▶ _Description of the task_: Please copy each line of the listing that includes the string "America".

Start of Given entries

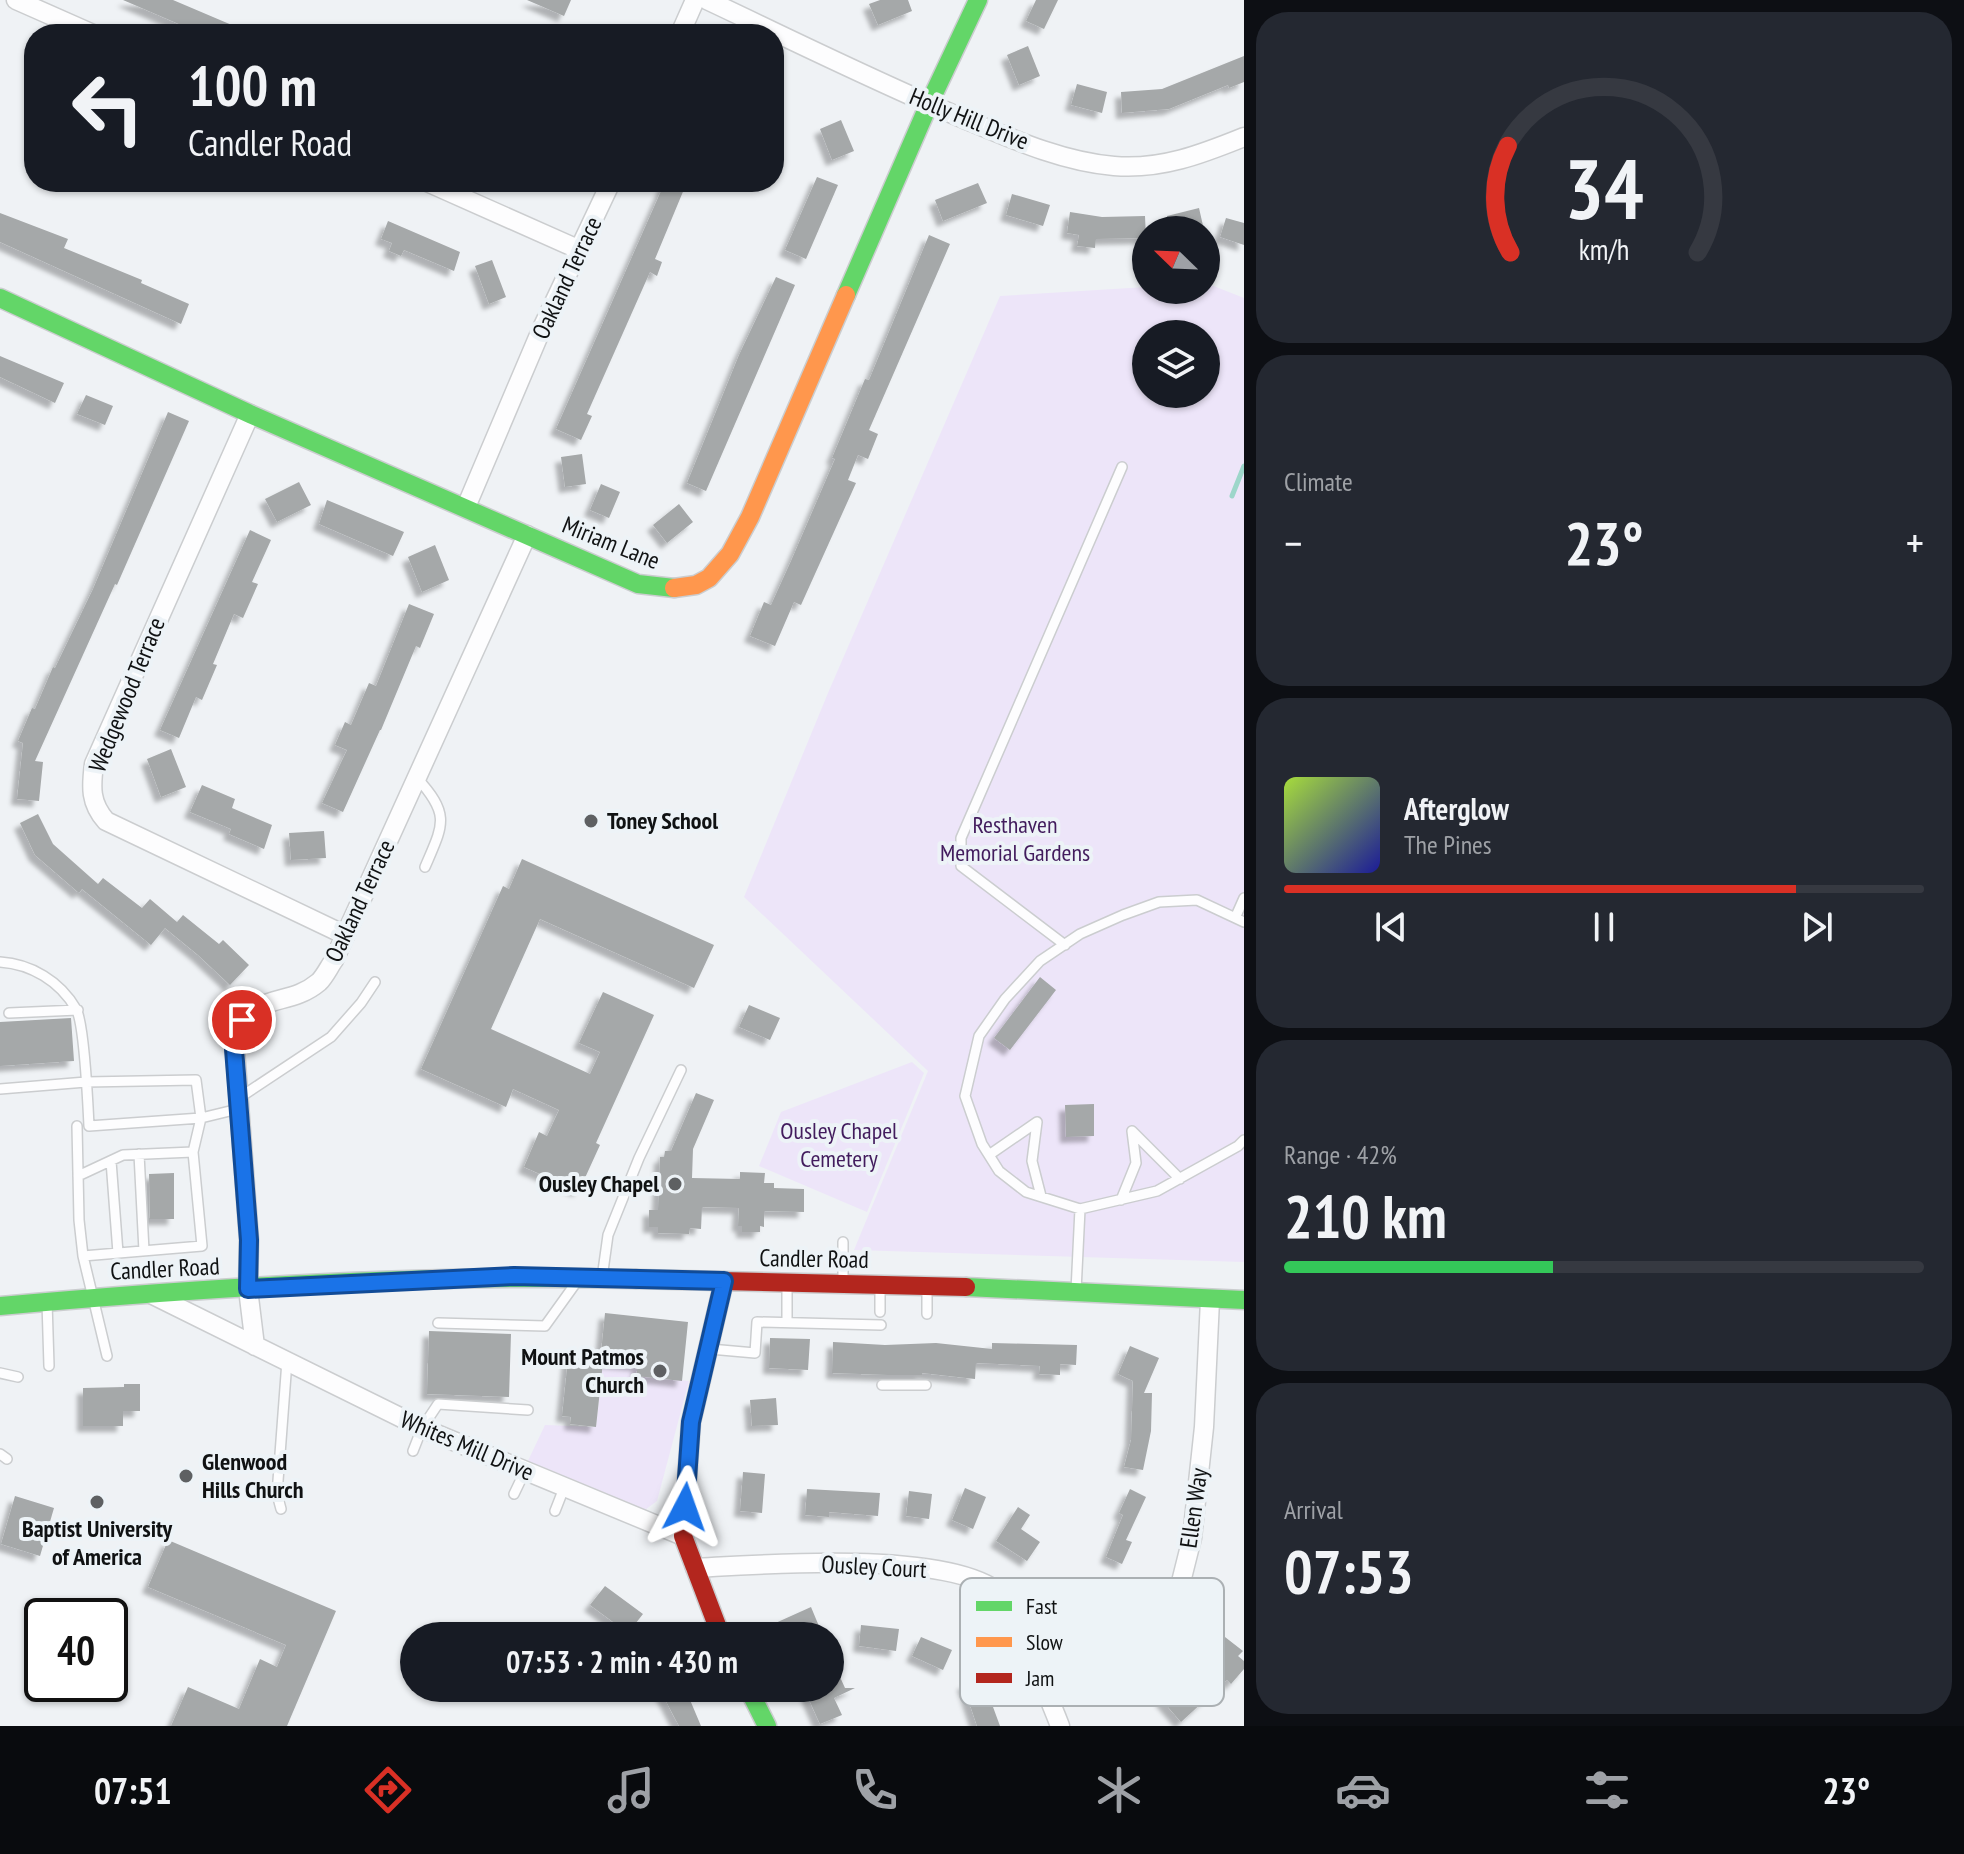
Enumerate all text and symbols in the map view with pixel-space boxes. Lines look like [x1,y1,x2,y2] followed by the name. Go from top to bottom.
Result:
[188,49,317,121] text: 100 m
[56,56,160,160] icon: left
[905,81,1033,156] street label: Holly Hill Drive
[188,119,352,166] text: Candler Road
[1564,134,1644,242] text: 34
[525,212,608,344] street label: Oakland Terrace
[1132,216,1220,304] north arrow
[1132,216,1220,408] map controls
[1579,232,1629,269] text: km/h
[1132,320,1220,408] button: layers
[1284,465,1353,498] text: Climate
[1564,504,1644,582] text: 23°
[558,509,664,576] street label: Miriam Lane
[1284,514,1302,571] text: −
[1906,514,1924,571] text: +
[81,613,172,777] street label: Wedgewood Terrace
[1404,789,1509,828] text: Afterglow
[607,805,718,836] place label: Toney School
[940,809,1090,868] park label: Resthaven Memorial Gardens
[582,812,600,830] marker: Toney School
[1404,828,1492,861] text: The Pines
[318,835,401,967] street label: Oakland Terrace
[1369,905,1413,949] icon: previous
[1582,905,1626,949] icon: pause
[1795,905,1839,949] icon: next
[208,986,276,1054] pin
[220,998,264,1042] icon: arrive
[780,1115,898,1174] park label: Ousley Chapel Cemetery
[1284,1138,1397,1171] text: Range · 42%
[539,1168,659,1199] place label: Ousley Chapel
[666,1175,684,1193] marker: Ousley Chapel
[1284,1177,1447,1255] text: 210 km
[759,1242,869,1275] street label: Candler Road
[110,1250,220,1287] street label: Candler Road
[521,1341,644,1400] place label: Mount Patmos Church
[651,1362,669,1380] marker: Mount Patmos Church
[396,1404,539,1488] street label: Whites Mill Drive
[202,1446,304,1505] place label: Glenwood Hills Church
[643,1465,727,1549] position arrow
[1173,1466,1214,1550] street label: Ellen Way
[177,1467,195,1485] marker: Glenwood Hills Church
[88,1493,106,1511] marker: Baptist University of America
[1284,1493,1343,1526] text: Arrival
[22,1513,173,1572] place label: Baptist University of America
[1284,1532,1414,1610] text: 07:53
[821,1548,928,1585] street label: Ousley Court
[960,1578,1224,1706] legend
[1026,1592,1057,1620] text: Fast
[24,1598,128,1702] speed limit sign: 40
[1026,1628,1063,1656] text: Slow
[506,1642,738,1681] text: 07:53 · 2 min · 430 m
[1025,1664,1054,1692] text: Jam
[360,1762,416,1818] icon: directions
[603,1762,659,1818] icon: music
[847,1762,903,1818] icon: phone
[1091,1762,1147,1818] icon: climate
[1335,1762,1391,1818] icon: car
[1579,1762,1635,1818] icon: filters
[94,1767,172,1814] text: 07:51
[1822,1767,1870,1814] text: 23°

End of Given entries

▶ _Response_:
[88,1493,106,1511] marker: Baptist University of America
[22,1513,173,1572] place label: Baptist University of America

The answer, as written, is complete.